Start of Block

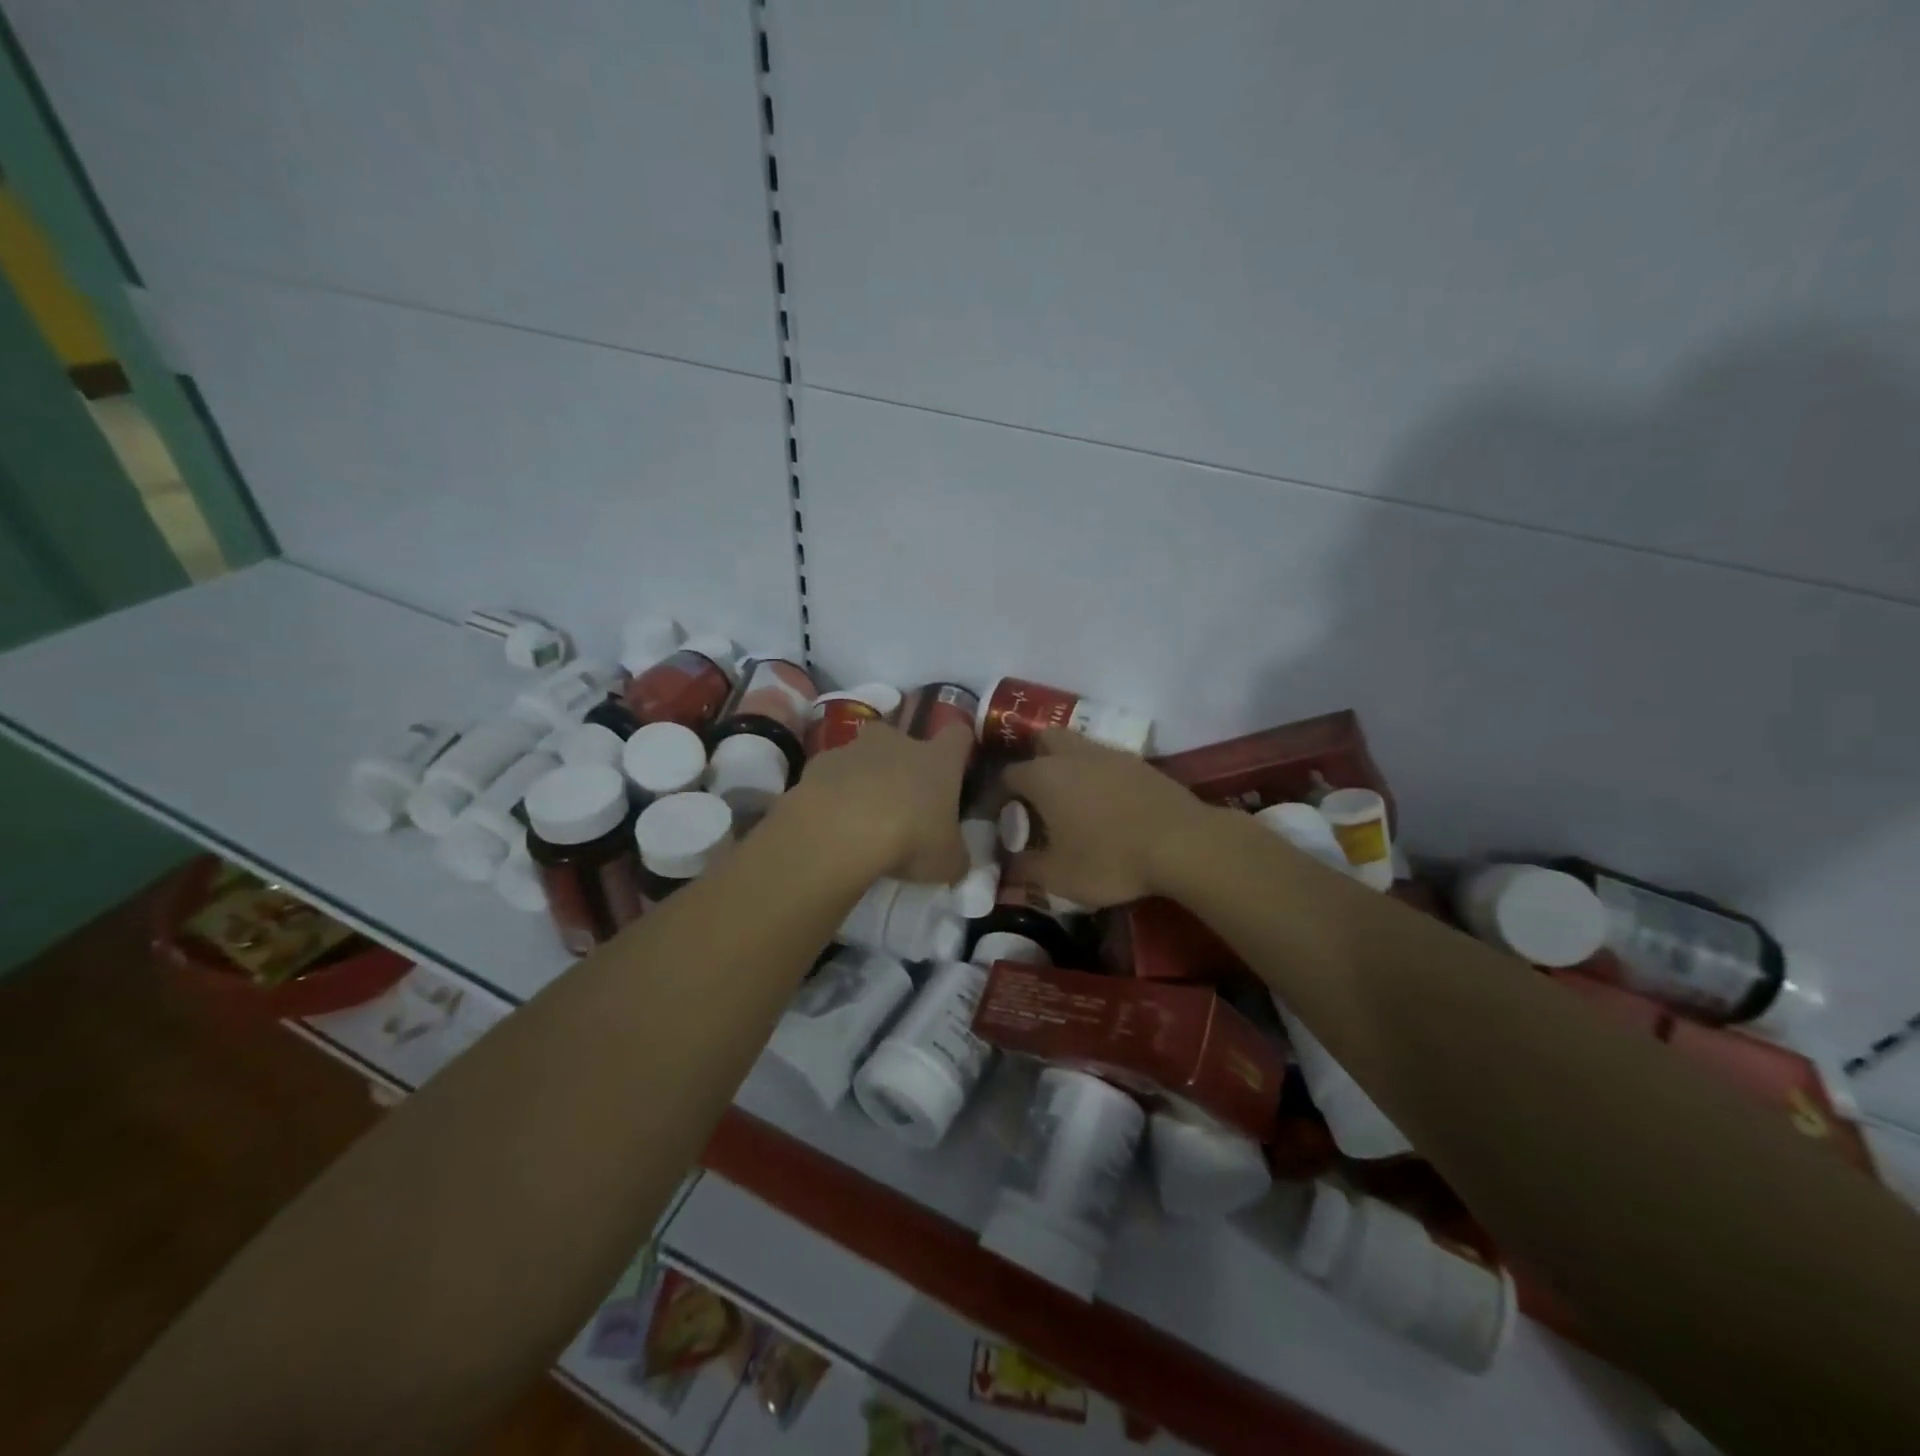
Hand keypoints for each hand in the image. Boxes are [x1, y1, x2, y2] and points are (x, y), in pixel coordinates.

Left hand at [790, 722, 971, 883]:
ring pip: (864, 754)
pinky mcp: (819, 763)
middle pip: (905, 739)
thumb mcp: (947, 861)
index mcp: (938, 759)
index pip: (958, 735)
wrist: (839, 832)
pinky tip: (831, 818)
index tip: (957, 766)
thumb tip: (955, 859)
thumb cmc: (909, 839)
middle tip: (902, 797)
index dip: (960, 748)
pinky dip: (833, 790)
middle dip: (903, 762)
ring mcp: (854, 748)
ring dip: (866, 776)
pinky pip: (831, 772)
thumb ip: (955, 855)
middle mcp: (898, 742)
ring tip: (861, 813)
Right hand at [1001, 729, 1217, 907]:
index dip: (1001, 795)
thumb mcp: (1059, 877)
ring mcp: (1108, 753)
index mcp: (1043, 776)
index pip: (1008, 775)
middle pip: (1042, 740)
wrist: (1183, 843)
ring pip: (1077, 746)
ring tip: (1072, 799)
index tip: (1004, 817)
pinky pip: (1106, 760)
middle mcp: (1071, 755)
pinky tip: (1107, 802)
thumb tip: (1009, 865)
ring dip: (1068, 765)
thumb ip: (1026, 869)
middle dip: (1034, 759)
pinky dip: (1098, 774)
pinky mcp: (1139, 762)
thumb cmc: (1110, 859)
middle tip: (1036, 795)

End of Block
Start of Block

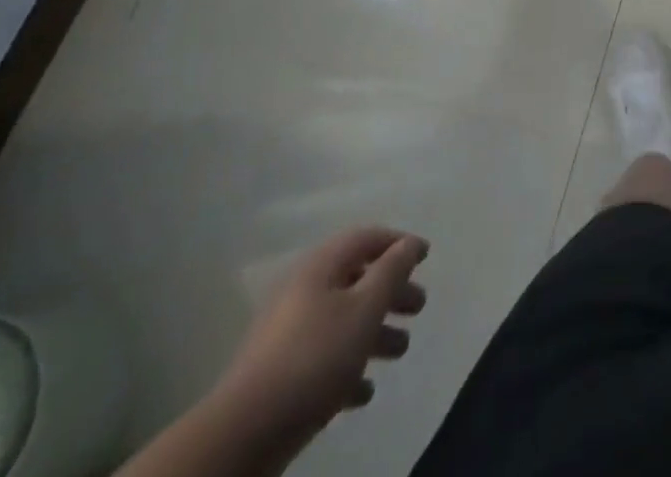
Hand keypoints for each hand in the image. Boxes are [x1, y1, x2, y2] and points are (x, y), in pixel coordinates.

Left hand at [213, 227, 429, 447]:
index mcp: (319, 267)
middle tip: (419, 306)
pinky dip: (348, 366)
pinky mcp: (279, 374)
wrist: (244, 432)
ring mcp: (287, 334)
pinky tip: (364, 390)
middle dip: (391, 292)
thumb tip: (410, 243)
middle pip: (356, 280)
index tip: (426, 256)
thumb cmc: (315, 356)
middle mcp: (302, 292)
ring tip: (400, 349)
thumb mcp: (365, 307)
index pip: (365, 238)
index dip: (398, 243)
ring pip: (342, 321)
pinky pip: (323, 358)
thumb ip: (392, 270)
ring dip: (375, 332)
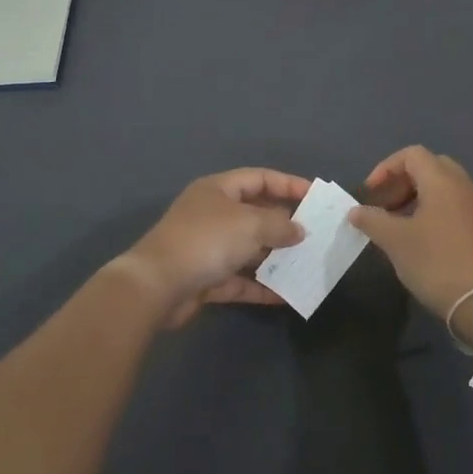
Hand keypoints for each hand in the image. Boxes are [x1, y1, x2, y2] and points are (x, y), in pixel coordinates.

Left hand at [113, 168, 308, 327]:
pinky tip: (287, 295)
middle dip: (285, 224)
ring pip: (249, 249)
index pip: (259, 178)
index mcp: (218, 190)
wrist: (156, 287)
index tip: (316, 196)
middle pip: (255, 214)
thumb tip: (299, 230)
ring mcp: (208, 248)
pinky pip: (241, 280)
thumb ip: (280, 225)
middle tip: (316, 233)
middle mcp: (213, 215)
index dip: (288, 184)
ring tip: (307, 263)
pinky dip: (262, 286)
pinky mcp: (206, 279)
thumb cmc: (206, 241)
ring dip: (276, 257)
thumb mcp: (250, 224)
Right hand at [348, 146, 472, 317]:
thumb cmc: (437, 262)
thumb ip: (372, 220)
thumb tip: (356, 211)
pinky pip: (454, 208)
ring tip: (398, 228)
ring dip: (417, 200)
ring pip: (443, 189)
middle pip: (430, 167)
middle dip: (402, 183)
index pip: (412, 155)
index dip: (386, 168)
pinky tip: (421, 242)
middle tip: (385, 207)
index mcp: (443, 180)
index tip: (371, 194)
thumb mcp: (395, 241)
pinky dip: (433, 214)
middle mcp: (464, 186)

End of Block
Start of Block

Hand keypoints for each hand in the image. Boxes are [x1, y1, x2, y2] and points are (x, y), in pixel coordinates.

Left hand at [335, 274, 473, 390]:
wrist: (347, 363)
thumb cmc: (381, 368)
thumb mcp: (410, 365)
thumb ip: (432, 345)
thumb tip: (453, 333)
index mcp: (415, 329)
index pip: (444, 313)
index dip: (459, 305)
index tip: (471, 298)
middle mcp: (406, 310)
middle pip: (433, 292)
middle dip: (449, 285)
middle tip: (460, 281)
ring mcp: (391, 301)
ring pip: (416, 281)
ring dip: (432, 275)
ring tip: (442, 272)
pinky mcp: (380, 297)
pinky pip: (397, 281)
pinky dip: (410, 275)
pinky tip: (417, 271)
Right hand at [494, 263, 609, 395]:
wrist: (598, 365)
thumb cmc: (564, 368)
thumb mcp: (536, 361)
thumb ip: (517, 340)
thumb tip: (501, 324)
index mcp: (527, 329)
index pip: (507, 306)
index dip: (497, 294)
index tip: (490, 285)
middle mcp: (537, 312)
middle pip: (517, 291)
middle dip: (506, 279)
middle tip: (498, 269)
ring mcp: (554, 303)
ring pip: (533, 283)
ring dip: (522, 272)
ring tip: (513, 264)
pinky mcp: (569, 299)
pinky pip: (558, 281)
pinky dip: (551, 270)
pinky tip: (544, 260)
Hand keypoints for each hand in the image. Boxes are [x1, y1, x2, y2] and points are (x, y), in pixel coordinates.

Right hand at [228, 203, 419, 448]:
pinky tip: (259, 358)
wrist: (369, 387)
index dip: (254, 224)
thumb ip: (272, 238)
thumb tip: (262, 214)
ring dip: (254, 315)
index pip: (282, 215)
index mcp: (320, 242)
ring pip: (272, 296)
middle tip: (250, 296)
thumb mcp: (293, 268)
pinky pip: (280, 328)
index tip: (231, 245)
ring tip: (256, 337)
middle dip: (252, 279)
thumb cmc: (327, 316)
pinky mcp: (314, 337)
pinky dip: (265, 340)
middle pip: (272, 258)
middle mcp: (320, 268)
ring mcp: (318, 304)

End of Block

Among the records above, extract exactly the lines from the line with "middle dip: (252, 279)" to the line with "ring mcp: (318, 304)", both lines included, and leave out the rest.

middle dip: (252, 279)
thumb cmc: (327, 316)
pinky mcp: (314, 337)
pinky dip: (265, 340)
middle pip: (272, 258)
middle mcp: (320, 268)
ring mcp: (318, 304)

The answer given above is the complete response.